Die Aktie des Vermögensverwalters Julius Bär fiel Anfang Juli auf den tiefsten Stand seit Oktober 2020. In diesem Umfeld verkaufte ein Verwaltungsrat in drei Schritten Aktien im Wert von fast 1 Million Franken. Julius Bär-CEO Philipp Rickenbacher sprach bei der Publikation der Halbjahreszahlen vom "schlechtesten Halbjahr seit Jahrzehnten" an den Aktien- wie auch den Anleihenmärkten. Es bescherte der Bank einen empfindlichen Gewinnrückgang. Seit Mitte Juli haben die Aktien aber wieder 20 Prozent zugelegt.

Hier haben Schweizer Firmenverantwortliche Aktien gekauft

Manager und Verwaltungsräte scheinen beim Elektronik-Komponenten-Hersteller Lem aus Fribourg besonders optimistisch zu sein. In neun Transaktionen haben sie seit Anfang Juli Aktien im Wert von rund 1 Million Franken gekauft. Das erstaunt ein wenig, gab sich das Unternehmen mit Blick auf das zweite Halbjahr doch ziemlich vorsichtig. Trotz einer Aufwärtstendenz in den letzten vier Wochen verzeichnen die Aktien noch immer eine Jahresminusperformance von rund 30 Prozent.

Zuversichtlich ist auch die Teppichetage des Reisedetailhändlers Dufry - und es wäre ein schlechtes Zeichen, wenn sie es nicht wären: Am 11. Juli gab Dufry die Übernahme der italienischen Autogrill bekannt. Seither haben ein oder mehrere Top-Manager Aktien im Wert von über 8 Millionen Franken gekauft. Die Aktien sind seit der Deal-Bekanntgabe 25 Prozent gestiegen, befeuert auch durch gute Halbjahreszahlen. Die Zürcher Kantonalbank tritt aber etwas auf die Spassbremse und warnt Investoren, dass es sich bei der Autogrill-Integration um ein "herausforderndes und zeitintensives" Projekt handle.

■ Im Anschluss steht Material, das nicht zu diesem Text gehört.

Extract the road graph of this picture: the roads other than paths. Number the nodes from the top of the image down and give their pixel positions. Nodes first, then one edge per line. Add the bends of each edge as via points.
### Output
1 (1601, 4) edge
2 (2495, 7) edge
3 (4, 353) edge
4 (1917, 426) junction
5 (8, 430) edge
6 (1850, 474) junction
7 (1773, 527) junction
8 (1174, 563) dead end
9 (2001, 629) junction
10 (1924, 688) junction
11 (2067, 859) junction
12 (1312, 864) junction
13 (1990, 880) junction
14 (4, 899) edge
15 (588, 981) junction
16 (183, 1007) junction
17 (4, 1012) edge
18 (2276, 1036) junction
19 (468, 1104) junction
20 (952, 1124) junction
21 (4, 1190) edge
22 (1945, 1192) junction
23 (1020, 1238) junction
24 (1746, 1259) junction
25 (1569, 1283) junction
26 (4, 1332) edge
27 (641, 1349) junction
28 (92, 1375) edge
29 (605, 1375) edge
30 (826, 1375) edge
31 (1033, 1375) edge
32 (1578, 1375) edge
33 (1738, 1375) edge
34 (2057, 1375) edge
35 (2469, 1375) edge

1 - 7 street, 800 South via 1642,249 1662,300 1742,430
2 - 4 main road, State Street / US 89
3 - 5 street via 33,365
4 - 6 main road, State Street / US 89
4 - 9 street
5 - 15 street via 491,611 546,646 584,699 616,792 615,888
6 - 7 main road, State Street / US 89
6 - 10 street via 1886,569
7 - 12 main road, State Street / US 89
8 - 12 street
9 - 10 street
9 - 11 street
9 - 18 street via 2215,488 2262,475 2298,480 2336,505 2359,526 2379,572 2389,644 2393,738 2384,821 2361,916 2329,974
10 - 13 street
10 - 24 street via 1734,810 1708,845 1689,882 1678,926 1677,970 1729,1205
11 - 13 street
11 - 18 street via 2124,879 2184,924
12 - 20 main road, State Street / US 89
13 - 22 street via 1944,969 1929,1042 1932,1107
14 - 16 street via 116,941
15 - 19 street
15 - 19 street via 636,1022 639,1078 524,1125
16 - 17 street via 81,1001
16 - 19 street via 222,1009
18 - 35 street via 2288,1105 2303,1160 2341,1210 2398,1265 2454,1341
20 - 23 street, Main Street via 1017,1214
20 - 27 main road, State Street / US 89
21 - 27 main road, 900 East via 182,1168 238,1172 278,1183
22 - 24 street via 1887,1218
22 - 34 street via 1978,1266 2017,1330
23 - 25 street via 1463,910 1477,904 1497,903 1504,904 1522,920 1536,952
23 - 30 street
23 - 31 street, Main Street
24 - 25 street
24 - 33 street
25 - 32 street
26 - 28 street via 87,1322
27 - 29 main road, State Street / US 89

Aktienkursentwicklung von Dufry in den letzten drei Jahren (Quelle: cash.ch).

Bei AMS Osram bekommt ein Aktienkäufer ausnahmsweise auch einen Namen: Wolfgang Leitner, ehemaliger Andritz-Chef und Verwaltungsrat vom AMS Osram, hat Anfang August laut Agenturberichten in zwei Transaktionen börslich und ausserbörslich eine Million Aktien von AMS Osram gekauft und somit mehr als 8 Millionen Franken investiert. Das Kursminus der Aktie beträgt auf Sicht der letzten sechs Monate aber noch immer über 50 Prozent. Wenigstens hat der Titel in den letzten vier Handelswochen rund 6 Prozent zugelegt.

Wichtige Signale kommen von zwei kleineren Firmen: Beim Unterwäsche- und Lingerie-Hersteller Calida hat ein Verwaltungsrat kürzlich 1000 Aktien für 41'000 Franken erworben. Die Aktie war Anfang Juli auf ein Zwölf-Monate-Tief abgesackt und hat sich seither deutlich erholt - unter anderem auch deshalb, weil die Gründerfamilie Kellenberger ihre Beteiligung verkaufen will.

Beim Küchen- und Haushaltsgerätehersteller V-Zug hat ein Verwaltungsrat in zwei Tranchen Firmen-Anteile für 50'000 Franken gekauft. Die Aktie - nun auf das Niveau von Dezember 2020 abgerutscht - hat in den letzten zwölf Monaten 45 Prozent verloren und zeigt noch keine nachhaltigen Erholungstendenzen. Kostensteigerungen und Komponentenknappheit machten V-Zug im ersten Halbjahr schwer zu schaffen, der Betriebsgewinn brach um 90 Prozent ein. Die Aktie bietet sich nun risikofreudigen Anlegern an.